AIM OF THE TASK:
Word for word, write out all the entries below, omitting every picture.

INFORMATION GIVEN:
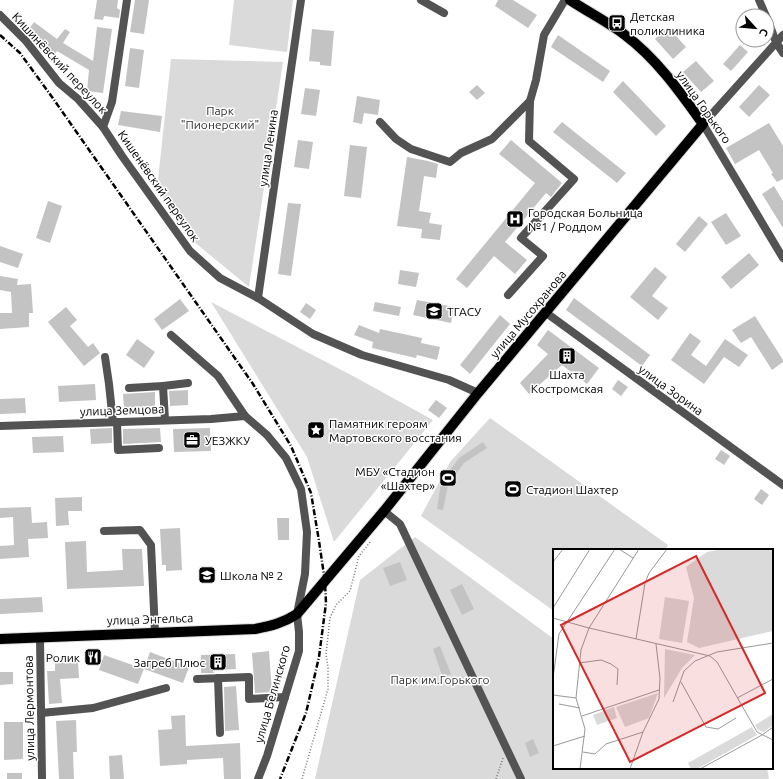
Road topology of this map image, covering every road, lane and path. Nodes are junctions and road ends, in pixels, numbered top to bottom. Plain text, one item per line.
1 (127, 0) edge
2 (301, 0) edge
3 (421, 0) edge
4 (565, 0) edge
5 (570, 0) edge
6 (444, 13) dead end
7 (0, 15) edge
8 (783, 35) edge
9 (776, 42) junction
10 (783, 53) edge
11 (530, 101) junction
12 (380, 122) dead end
13 (704, 124) junction
14 (103, 127) junction
15 (783, 258) edge
16 (508, 295) dead end
17 (258, 298) junction
18 (546, 312) junction
19 (171, 336) dead end
20 (105, 357) dead end
21 (188, 383) dead end
22 (163, 386) junction
23 (129, 388) dead end
24 (478, 393) junction
25 (245, 416) junction
26 (165, 420) junction
27 (115, 422) junction
28 (0, 426) edge
29 (159, 448) dead end
30 (783, 485) edge
31 (384, 511) junction
32 (104, 531) dead end
33 (373, 539) dead end
34 (297, 614) junction
35 (155, 632) junction
36 (40, 638) junction
37 (0, 639) edge
38 (218, 678) junction
39 (197, 679) dead end
40 (166, 688) dead end
41 (285, 697) junction
42 (41, 713) junction
43 (220, 733) dead end
44 (506, 749) junction
45 (42, 779) edge
46 (258, 779) edge
47 (302, 779) edge
48 (496, 779) edge
49 (521, 779) edge

1 - 14 street, Кишенёвский переулок
2 - 17 street, улица Ленина
3 - 6 street
4 - 11 street
5 - 13 main road, улица Горького
7 - 14 street, Кишинёвский переулок
8 - 9 street, улица Мусохранова
9 - 10 street
9 - 13 street, улица Мусохранова
11 - 12 street
11 - 16 street
13 - 15 street, улица Горького
13 - 18 main road, улица Мусохранова
14 - 17 street, Кишенёвский переулок
17 - 24 street, Кишенёвский переулок
18 - 24 main road, улица Мусохранова
18 - 30 street, улица Зорина
19 - 25 street, улица Белинского
20 - 27 street
21 - 22 street
22 - 23 street
22 - 26 street
24 - 31 main road, улица Мусохранова
25 - 26 street, улица Земцова
25 - 34 street, улица Белинского
26 - 27 street, улица Земцова
27 - 28 street, улица Земцова
27 - 29 street
31 - 34 main road, улица Мусохранова
31 - 44 street
32 - 35 street
33 - 47 path
34 - 35 main road, улица Энгельса
34 - 41 street, улица Белинского
35 - 36 main road, улица Энгельса
36 - 37 main road, улица Энгельса
36 - 42 street, улица Лермонтова
38 - 39 street
38 - 41 street
38 - 43 street
40 - 42 street
41 - 46 street, улица Белинского
42 - 45 street, улица Лермонтова
44 - 48 path
44 - 49 street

SOLUTION BELOW:
Road topology of this map image, covering every road, lane and path. Nodes are junctions and road ends, in pixels, numbered top to bottom. Plain text, one item per line.
1 (127, 0) edge
2 (301, 0) edge
3 (421, 0) edge
4 (565, 0) edge
5 (570, 0) edge
6 (444, 13) dead end
7 (0, 15) edge
8 (783, 35) edge
9 (776, 42) junction
10 (783, 53) edge
11 (530, 101) junction
12 (380, 122) dead end
13 (704, 124) junction
14 (103, 127) junction
15 (783, 258) edge
16 (508, 295) dead end
17 (258, 298) junction
18 (546, 312) junction
19 (171, 336) dead end
20 (105, 357) dead end
21 (188, 383) dead end
22 (163, 386) junction
23 (129, 388) dead end
24 (478, 393) junction
25 (245, 416) junction
26 (165, 420) junction
27 (115, 422) junction
28 (0, 426) edge
29 (159, 448) dead end
30 (783, 485) edge
31 (384, 511) junction
32 (104, 531) dead end
33 (373, 539) dead end
34 (297, 614) junction
35 (155, 632) junction
36 (40, 638) junction
37 (0, 639) edge
38 (218, 678) junction
39 (197, 679) dead end
40 (166, 688) dead end
41 (285, 697) junction
42 (41, 713) junction
43 (220, 733) dead end
44 (506, 749) junction
45 (42, 779) edge
46 (258, 779) edge
47 (302, 779) edge
48 (496, 779) edge
49 (521, 779) edge

1 - 14 street, Кишенёвский переулок
2 - 17 street, улица Ленина
3 - 6 street
4 - 11 street
5 - 13 main road, улица Горького
7 - 14 street, Кишинёвский переулок
8 - 9 street, улица Мусохранова
9 - 10 street
9 - 13 street, улица Мусохранова
11 - 12 street
11 - 16 street
13 - 15 street, улица Горького
13 - 18 main road, улица Мусохранова
14 - 17 street, Кишенёвский переулок
17 - 24 street, Кишенёвский переулок
18 - 24 main road, улица Мусохранова
18 - 30 street, улица Зорина
19 - 25 street, улица Белинского
20 - 27 street
21 - 22 street
22 - 23 street
22 - 26 street
24 - 31 main road, улица Мусохранова
25 - 26 street, улица Земцова
25 - 34 street, улица Белинского
26 - 27 street, улица Земцова
27 - 28 street, улица Земцова
27 - 29 street
31 - 34 main road, улица Мусохранова
31 - 44 street
32 - 35 street
33 - 47 path
34 - 35 main road, улица Энгельса
34 - 41 street, улица Белинского
35 - 36 main road, улица Энгельса
36 - 37 main road, улица Энгельса
36 - 42 street, улица Лермонтова
38 - 39 street
38 - 41 street
38 - 43 street
40 - 42 street
41 - 46 street, улица Белинского
42 - 45 street, улица Лермонтова
44 - 48 path
44 - 49 street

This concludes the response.